Phishers still using Covid lures to catch victims (Image Credit: Mikhail Nilov from Pexels)Cloud-based security vendor Inky has detailed two new phishing campaigns that use Covid as a lure to get a response from victims. Those behind the phishing attempts using the Campaign Monitoring and Mailchimp services to spread their message.

There are several similarities between the attacks. Both attacks seek to fool users into entering their enterprise credentials. They also exploit hijacked email accounts to send the emails.

Campaign Monitor

The Campaign Monitor case uses the lure of a fake COVID-19 Benefits Program. It suggests that there is cash assistance of up to $5,000 available to everyone and employees. The use of the work employees might suggest this is something supported by their employer. Victims are asked to click on the Individual Assistance Program link and complete the form to apply for the money.

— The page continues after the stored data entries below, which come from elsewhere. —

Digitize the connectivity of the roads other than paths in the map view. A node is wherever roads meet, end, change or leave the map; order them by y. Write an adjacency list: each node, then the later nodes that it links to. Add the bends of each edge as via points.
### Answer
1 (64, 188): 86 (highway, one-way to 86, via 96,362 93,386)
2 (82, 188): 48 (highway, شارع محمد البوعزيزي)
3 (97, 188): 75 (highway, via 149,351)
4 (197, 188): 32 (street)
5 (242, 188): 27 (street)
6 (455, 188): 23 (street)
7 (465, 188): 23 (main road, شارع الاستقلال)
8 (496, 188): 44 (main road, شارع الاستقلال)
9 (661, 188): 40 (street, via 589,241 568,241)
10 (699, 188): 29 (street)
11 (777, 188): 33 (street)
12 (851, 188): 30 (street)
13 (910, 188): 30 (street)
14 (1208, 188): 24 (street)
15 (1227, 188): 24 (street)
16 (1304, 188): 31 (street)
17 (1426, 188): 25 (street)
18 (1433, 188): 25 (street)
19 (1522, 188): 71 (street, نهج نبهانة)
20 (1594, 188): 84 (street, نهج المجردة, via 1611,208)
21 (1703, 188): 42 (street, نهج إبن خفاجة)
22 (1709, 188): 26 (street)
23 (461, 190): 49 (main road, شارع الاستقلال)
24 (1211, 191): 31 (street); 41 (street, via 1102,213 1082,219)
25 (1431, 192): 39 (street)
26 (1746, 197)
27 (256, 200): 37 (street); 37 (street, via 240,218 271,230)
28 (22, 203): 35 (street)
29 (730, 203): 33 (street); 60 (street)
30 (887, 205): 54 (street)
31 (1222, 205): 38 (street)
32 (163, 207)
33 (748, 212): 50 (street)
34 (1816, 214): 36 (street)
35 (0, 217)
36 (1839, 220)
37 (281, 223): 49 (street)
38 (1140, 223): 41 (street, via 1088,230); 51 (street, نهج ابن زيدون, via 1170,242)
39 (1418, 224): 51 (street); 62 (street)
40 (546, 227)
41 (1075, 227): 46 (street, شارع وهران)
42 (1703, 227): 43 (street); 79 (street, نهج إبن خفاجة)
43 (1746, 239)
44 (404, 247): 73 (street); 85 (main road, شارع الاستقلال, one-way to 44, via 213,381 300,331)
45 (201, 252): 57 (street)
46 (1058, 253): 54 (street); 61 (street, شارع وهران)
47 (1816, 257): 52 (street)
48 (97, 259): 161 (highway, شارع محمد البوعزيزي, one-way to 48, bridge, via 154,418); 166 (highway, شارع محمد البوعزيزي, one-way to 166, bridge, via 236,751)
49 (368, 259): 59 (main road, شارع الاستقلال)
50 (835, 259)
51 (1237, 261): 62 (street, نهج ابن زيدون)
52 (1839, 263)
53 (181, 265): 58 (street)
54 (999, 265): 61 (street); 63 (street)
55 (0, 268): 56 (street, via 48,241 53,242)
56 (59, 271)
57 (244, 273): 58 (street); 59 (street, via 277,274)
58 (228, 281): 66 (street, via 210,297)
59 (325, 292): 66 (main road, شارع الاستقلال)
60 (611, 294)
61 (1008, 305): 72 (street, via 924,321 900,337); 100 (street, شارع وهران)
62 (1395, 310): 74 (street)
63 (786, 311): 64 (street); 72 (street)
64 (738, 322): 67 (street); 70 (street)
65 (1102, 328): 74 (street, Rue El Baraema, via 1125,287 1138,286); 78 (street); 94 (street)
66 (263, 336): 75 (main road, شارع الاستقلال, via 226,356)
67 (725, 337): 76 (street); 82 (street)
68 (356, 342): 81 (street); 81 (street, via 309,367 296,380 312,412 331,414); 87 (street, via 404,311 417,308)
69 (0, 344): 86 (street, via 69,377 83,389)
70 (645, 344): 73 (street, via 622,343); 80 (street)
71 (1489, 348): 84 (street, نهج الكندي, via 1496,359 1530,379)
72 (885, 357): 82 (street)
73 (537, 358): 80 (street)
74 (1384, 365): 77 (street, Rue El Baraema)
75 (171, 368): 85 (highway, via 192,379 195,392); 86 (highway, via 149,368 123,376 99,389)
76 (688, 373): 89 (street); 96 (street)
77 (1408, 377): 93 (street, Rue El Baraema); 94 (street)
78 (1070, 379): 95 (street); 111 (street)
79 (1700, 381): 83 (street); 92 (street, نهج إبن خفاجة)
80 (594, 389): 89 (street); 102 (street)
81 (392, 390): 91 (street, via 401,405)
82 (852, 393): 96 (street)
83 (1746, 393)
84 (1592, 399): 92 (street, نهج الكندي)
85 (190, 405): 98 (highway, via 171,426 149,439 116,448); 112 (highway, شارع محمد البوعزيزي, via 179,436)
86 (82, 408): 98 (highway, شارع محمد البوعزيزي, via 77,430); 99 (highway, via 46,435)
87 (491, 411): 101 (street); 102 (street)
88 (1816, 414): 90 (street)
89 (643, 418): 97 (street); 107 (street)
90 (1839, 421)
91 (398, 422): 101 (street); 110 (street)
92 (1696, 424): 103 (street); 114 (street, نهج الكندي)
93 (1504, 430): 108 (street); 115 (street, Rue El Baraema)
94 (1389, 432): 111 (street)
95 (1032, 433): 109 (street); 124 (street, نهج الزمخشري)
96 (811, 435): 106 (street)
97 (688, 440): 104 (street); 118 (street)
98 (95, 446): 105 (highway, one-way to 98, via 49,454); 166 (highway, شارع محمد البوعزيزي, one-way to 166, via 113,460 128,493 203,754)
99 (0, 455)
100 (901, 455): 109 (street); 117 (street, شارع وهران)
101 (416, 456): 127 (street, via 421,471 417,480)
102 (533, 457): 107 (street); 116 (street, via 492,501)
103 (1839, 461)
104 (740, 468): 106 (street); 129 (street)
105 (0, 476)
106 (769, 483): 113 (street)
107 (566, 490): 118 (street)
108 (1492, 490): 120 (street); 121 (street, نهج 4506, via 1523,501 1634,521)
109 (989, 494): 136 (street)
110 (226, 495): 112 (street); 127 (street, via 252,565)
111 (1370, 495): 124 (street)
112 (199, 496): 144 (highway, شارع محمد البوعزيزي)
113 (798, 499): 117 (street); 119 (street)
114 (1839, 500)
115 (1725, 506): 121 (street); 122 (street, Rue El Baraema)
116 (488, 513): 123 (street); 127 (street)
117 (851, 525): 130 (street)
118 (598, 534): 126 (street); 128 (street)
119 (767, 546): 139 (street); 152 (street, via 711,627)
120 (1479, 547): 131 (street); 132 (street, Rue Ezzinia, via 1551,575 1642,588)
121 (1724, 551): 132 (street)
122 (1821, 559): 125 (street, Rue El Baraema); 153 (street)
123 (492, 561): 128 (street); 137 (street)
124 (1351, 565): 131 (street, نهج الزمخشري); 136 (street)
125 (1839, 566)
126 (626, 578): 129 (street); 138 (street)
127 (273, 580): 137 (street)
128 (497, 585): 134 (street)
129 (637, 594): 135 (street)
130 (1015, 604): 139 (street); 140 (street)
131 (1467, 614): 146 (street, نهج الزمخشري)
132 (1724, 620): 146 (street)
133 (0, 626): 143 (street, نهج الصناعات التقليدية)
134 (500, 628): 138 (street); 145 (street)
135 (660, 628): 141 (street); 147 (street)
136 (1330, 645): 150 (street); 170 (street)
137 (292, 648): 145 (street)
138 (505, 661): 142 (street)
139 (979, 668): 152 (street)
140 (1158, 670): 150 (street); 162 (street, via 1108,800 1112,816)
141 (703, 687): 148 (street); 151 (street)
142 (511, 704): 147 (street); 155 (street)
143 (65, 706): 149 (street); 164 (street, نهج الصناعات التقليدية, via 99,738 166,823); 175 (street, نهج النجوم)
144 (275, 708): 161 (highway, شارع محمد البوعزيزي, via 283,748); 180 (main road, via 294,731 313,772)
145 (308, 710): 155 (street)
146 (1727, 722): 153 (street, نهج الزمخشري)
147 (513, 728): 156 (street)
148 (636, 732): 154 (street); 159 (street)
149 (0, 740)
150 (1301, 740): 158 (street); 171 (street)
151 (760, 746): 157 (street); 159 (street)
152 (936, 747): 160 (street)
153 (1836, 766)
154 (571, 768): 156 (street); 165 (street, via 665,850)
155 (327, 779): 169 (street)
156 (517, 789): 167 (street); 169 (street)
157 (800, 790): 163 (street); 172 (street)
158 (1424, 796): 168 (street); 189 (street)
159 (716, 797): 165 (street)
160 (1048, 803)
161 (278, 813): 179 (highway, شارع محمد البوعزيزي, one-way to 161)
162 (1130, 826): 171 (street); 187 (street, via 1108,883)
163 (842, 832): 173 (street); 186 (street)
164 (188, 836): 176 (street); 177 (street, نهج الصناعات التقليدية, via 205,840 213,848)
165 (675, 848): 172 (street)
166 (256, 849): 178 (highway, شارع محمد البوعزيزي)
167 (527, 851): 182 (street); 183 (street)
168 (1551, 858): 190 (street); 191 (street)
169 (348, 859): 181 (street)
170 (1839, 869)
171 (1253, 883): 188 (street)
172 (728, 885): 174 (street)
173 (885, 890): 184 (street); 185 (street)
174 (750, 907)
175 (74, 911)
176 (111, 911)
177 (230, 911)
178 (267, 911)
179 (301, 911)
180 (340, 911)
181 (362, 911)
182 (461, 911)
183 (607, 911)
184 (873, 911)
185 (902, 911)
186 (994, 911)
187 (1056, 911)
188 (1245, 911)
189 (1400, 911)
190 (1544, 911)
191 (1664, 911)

The link takes the user to a login page that asks for email, user name and pass word. That’s right, pass word, not password. The Inky blog suggests that this might have been an attempt to avoid detection or just poor grammar. Unsurprisingly, the form does not log the user into anything. It’s not meant to. It’s done its job by harvesting those user credentials.


This attack is similar in that it starts with an email about Covid vaccinations. The link here suggests that the user is responding to a survey. The email also appears to come from the Chief Human Resources Officer to try and give it some authority.

The people behind this phishing campaign invested some time in it. They created a real survey inside Mailchimp. For anyone looking for a dodgy link, this could persuade them that this is real. At the end of the survey, users are asked for their Employee Email and password to verify their identity.

Creating these attacks is simple

There appears to be little technical barrier to creating these attacks. Both services allow attackers to use their tools and create a page/survey to gather credentials. Executing the attack would be simple. Many sites sell mailing lists either based on product usage or scraped from the Internet. Creating a form/survey to appeal to those lists takes little effort or knowledge. The value is in the stolen credentials.

These attacks are more likely to succeed because they come from well-known domains. Both are used for email marketing and appear in users’ inboxes with enough regularity to attract no concern. Blocking at the email server would stop legitimate marketing campaigns from getting through, which is something few companies will do.

Enterprise Times: What does this mean?

It’s easy to blame poor user education for the success of these attacks. In reality, many are so much more than that. The authority of the two domains will convince many users that these are legitimate emails and surveys. Checking the email addresses that the emails come from should always provide a red herring but faking these up is a simple task.

The one piece of education here to reinforce to users is that they should never enter their credentials into a survey. Many will ask for an email address, often promising to send over a report or some other data later. Many organisations will see that as being acceptable. But no professional survey will ask for your password.